# TASK GOAL
Scan the records for the word "this". Report each line where it occurs.

# EXERCISE INPUT
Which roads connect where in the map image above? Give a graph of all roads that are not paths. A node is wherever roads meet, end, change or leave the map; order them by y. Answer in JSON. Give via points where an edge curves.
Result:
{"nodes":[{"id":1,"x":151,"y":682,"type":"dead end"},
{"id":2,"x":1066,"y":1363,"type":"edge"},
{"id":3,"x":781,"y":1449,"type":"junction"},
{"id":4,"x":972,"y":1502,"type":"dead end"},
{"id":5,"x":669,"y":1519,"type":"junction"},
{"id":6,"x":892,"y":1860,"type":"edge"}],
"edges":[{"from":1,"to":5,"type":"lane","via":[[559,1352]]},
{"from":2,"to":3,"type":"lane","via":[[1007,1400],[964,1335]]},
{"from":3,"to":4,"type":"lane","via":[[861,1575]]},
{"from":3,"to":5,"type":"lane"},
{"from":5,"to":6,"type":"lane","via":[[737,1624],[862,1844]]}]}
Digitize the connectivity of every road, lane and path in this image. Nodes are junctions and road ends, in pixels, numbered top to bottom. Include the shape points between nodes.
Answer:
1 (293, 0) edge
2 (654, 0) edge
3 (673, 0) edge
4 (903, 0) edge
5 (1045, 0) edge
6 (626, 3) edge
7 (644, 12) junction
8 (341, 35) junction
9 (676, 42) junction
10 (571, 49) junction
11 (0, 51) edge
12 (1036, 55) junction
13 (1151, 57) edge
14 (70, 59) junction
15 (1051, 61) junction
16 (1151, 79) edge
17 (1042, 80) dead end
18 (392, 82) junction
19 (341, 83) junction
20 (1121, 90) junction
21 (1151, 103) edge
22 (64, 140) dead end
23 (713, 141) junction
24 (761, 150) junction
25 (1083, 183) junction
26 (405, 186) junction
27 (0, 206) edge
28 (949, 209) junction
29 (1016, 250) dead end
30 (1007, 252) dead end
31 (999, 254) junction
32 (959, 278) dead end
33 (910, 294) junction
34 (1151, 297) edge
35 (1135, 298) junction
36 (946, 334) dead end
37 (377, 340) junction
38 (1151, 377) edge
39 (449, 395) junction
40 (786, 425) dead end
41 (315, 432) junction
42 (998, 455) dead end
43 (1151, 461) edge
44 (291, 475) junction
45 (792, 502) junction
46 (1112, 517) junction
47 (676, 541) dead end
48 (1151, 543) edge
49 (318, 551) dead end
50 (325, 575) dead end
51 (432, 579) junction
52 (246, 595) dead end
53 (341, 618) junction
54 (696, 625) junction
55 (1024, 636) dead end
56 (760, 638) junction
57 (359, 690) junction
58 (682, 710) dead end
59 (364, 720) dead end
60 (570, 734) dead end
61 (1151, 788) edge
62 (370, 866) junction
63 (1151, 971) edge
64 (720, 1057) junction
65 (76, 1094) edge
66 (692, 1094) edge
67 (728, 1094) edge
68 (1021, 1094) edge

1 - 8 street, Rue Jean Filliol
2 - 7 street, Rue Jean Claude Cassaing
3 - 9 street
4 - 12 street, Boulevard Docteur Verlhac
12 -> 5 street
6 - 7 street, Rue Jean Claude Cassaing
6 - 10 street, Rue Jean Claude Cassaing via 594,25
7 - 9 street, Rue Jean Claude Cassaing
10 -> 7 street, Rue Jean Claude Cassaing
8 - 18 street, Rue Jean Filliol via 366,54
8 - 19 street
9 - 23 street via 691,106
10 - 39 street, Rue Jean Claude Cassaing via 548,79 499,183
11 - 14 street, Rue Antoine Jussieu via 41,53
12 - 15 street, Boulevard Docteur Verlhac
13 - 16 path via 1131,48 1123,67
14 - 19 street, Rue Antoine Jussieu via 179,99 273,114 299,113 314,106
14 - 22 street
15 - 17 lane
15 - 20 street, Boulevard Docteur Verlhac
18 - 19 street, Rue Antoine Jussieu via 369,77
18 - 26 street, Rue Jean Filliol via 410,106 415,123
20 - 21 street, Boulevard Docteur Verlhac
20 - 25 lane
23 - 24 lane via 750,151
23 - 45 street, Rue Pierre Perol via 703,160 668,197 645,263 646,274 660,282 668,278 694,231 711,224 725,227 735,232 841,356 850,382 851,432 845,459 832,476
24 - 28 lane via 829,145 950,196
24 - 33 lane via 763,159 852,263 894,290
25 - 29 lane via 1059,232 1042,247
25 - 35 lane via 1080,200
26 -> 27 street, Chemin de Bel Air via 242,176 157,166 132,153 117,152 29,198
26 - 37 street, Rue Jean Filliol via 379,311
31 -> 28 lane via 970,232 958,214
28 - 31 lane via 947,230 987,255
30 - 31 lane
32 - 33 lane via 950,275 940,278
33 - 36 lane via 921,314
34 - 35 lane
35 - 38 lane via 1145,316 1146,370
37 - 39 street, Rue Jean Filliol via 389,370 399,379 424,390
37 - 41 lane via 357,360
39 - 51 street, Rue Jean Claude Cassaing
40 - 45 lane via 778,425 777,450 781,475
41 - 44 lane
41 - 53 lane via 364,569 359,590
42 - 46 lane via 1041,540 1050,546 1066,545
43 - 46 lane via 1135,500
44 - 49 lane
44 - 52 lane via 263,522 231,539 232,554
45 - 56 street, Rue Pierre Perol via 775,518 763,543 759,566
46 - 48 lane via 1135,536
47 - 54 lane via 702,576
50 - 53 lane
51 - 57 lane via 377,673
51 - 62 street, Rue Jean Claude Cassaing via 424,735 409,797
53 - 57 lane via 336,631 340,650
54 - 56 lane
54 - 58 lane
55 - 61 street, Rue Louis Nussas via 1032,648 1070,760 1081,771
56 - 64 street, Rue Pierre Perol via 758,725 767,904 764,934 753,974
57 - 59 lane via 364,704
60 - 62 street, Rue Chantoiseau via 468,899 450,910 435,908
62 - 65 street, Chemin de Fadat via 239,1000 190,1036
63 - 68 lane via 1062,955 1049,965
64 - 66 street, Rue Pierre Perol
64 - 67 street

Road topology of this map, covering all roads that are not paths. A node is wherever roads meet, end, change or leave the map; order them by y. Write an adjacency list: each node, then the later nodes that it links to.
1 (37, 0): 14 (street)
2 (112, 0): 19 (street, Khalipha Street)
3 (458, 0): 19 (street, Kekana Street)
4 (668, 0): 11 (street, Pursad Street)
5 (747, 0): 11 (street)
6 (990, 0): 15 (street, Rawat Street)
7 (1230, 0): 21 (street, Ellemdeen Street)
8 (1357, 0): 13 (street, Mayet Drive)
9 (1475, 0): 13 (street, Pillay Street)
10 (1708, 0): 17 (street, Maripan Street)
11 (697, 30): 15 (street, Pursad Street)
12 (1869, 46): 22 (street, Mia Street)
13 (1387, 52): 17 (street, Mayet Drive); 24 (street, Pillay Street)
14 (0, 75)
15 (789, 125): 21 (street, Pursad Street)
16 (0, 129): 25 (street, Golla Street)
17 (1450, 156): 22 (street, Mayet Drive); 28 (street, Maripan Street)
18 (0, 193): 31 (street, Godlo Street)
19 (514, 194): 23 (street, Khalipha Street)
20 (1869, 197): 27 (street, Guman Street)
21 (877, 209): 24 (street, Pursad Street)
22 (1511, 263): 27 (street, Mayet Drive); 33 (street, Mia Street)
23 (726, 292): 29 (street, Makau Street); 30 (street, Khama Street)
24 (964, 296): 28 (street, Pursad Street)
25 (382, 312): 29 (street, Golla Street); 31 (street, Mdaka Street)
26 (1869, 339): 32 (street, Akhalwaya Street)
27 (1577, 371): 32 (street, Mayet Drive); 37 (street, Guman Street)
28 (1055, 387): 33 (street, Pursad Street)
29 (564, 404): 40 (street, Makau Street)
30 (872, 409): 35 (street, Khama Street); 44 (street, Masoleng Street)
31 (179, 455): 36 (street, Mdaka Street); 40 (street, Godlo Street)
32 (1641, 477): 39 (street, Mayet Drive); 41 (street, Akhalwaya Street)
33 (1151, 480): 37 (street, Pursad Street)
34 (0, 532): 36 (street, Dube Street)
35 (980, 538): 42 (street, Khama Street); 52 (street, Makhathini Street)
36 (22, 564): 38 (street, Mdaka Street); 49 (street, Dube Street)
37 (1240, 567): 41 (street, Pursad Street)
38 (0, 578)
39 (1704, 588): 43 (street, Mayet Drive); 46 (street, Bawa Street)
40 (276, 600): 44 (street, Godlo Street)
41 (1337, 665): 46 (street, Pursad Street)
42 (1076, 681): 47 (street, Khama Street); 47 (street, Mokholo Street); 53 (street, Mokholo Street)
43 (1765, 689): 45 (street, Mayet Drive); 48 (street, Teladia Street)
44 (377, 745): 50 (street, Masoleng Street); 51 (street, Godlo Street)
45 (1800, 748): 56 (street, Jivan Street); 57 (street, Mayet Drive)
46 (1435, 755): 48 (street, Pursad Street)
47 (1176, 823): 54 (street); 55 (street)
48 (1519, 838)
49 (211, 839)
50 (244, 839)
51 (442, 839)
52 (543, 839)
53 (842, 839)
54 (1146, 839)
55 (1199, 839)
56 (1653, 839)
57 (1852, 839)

# EXERCISE RESULT
Digitize the connectivity of every road, lane and path in this image. Nodes are junctions and road ends, in pixels, numbered top to bottom. Include the shape points between nodes.
Road topology of this map, covering all roads that are not paths. A node is wherever roads meet, end, change or leave the map; order them by y. Write an adjacency list: each node, then the later nodes that it links to.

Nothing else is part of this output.